== Task goal ==
The copy you return must match the listing word for word and carry no pictures.

**** Working data

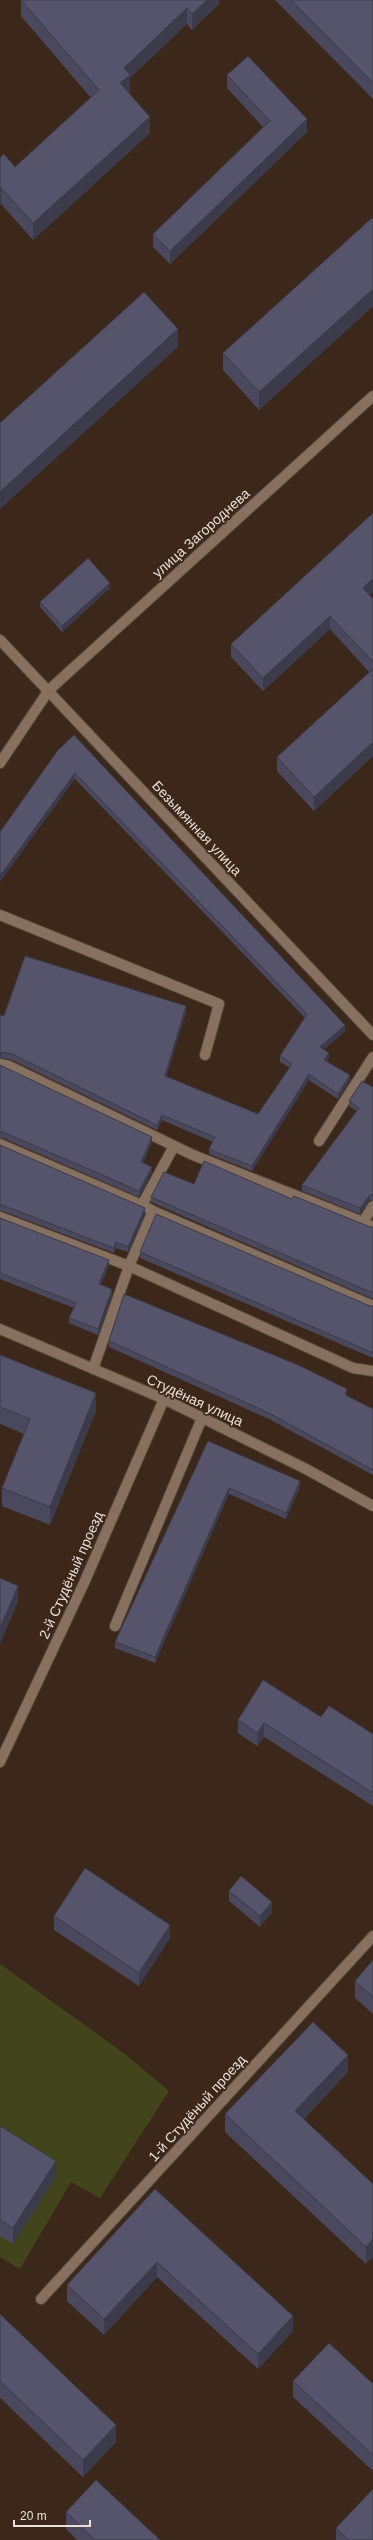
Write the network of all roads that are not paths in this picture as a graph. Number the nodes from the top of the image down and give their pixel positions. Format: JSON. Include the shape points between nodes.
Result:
{"nodes":[{"id":1,"x":373,"y":396,"type":"edge"},
{"id":2,"x":0,"y":640,"type":"edge"},
{"id":3,"x":49,"y":690,"type":"junction"},
{"id":4,"x":0,"y":763,"type":"edge"},
{"id":5,"x":0,"y":915,"type":"edge"},
{"id":6,"x":373,"y":1035,"type":"edge"},
{"id":7,"x":205,"y":1055,"type":"dead end"},
{"id":8,"x":373,"y":1057,"type":"edge"},
{"id":9,"x":0,"y":1064,"type":"edge"},
{"id":10,"x":319,"y":1141,"type":"dead end"},
{"id":11,"x":0,"y":1144,"type":"edge"},
{"id":12,"x":174,"y":1146,"type":"junction"},
{"id":13,"x":142,"y":1206,"type":"junction"},
{"id":14,"x":373,"y":1206,"type":"edge"},
{"id":15,"x":154,"y":1211,"type":"junction"},
{"id":16,"x":0,"y":1217,"type":"edge"},
{"id":17,"x":363,"y":1222,"type":"junction"},
{"id":18,"x":373,"y":1227,"type":"edge"},
{"id":19,"x":129,"y":1266,"type":"junction"},
{"id":20,"x":373,"y":1306,"type":"edge"},
{"id":21,"x":0,"y":1329,"type":"edge"},
{"id":22,"x":93,"y":1369,"type":"junction"},
{"id":23,"x":373,"y":1371,"type":"edge"},
{"id":24,"x":164,"y":1399,"type":"junction"},
{"id":25,"x":202,"y":1418,"type":"junction"},
{"id":26,"x":373,"y":1506,"type":"edge"},
{"id":27,"x":115,"y":1626,"type":"dead end"},
{"id":28,"x":0,"y":1762,"type":"edge"},
{"id":29,"x":373,"y":1936,"type":"edge"},
{"id":30,"x":41,"y":2299,"type":"dead end"}],
"edges":[{"from":1,"to":3,"type":"street","name":"улица Загороднева"},
{"from":2,"to":3,"type":"street","name":"Безымянная улица"},
{"from":3,"to":4,"type":"street","name":"улица Загороднева"},
{"from":3,"to":6,"type":"street","name":"Безымянная улица"},
{"from":5,"to":7,"type":"street","via":[[219,1004]]},
{"from":8,"to":10,"type":"street"},
{"from":9,"to":12,"type":"street","via":[[9,1066]]},
{"from":11,"to":13,"type":"street"},
{"from":12,"to":13,"type":"street"},
{"from":12,"to":17,"type":"street"},
{"from":13,"to":15,"type":"street"},
{"from":14,"to":17,"type":"street"},
{"from":15,"to":19,"type":"street"},
{"from":15,"to":20,"type":"street"},
{"from":16,"to":19,"type":"street"},
{"from":17,"to":18,"type":"street"},
{"from":19,"to":22,"type":"street"},
{"from":19,"to":23,"type":"street","via":[[352,1368]]},
{"from":21,"to":22,"type":"street","name":"Студёная улица"},
{"from":22,"to":24,"type":"street","name":"Студёная улица"},
{"from":24,"to":25,"type":"street","name":"Студёная улица"},
{"from":24,"to":28,"type":"street","name":"2-й Студёный проезд","via":[[84,1583]]},
{"from":25,"to":26,"type":"street","name":"Студёная улица","via":[[306,1469]]},
{"from":25,"to":27,"type":"street"},
{"from":29,"to":30,"type":"street","name":"1-й Студёный проезд"}]}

********

== Answer for this exercise ==
Write the network of all roads that are not paths in this picture as a graph. Number the nodes from the top of the image down and give their pixel positions. Format: JSON. Include the shape points between nodes.
Result:
{"nodes":[{"id":1,"x":373,"y":396,"type":"edge"},
{"id":2,"x":0,"y":640,"type":"edge"},
{"id":3,"x":49,"y":690,"type":"junction"},
{"id":4,"x":0,"y":763,"type":"edge"},
{"id":5,"x":0,"y":915,"type":"edge"},
{"id":6,"x":373,"y":1035,"type":"edge"},
{"id":7,"x":205,"y":1055,"type":"dead end"},
{"id":8,"x":373,"y":1057,"type":"edge"},
{"id":9,"x":0,"y":1064,"type":"edge"},
{"id":10,"x":319,"y":1141,"type":"dead end"},
{"id":11,"x":0,"y":1144,"type":"edge"},
{"id":12,"x":174,"y":1146,"type":"junction"},
{"id":13,"x":142,"y":1206,"type":"junction"},
{"id":14,"x":373,"y":1206,"type":"edge"},
{"id":15,"x":154,"y":1211,"type":"junction"},
{"id":16,"x":0,"y":1217,"type":"edge"},
{"id":17,"x":363,"y":1222,"type":"junction"},
{"id":18,"x":373,"y":1227,"type":"edge"},
{"id":19,"x":129,"y":1266,"type":"junction"},
{"id":20,"x":373,"y":1306,"type":"edge"},
{"id":21,"x":0,"y":1329,"type":"edge"},
{"id":22,"x":93,"y":1369,"type":"junction"},
{"id":23,"x":373,"y":1371,"type":"edge"},
{"id":24,"x":164,"y":1399,"type":"junction"},
{"id":25,"x":202,"y":1418,"type":"junction"},
{"id":26,"x":373,"y":1506,"type":"edge"},
{"id":27,"x":115,"y":1626,"type":"dead end"},
{"id":28,"x":0,"y":1762,"type":"edge"},
{"id":29,"x":373,"y":1936,"type":"edge"},
{"id":30,"x":41,"y":2299,"type":"dead end"}],
"edges":[{"from":1,"to":3,"type":"street","name":"улица Загороднева"},
{"from":2,"to":3,"type":"street","name":"Безымянная улица"},
{"from":3,"to":4,"type":"street","name":"улица Загороднева"},
{"from":3,"to":6,"type":"street","name":"Безымянная улица"},
{"from":5,"to":7,"type":"street","via":[[219,1004]]},
{"from":8,"to":10,"type":"street"},
{"from":9,"to":12,"type":"street","via":[[9,1066]]},
{"from":11,"to":13,"type":"street"},
{"from":12,"to":13,"type":"street"},
{"from":12,"to":17,"type":"street"},
{"from":13,"to":15,"type":"street"},
{"from":14,"to":17,"type":"street"},
{"from":15,"to":19,"type":"street"},
{"from":15,"to":20,"type":"street"},
{"from":16,"to":19,"type":"street"},
{"from":17,"to":18,"type":"street"},
{"from":19,"to":22,"type":"street"},
{"from":19,"to":23,"type":"street","via":[[352,1368]]},
{"from":21,"to":22,"type":"street","name":"Студёная улица"},
{"from":22,"to":24,"type":"street","name":"Студёная улица"},
{"from":24,"to":25,"type":"street","name":"Студёная улица"},
{"from":24,"to":28,"type":"street","name":"2-й Студёный проезд","via":[[84,1583]]},
{"from":25,"to":26,"type":"street","name":"Студёная улица","via":[[306,1469]]},
{"from":25,"to":27,"type":"street"},
{"from":29,"to":30,"type":"street","name":"1-й Студёный проезд"}]}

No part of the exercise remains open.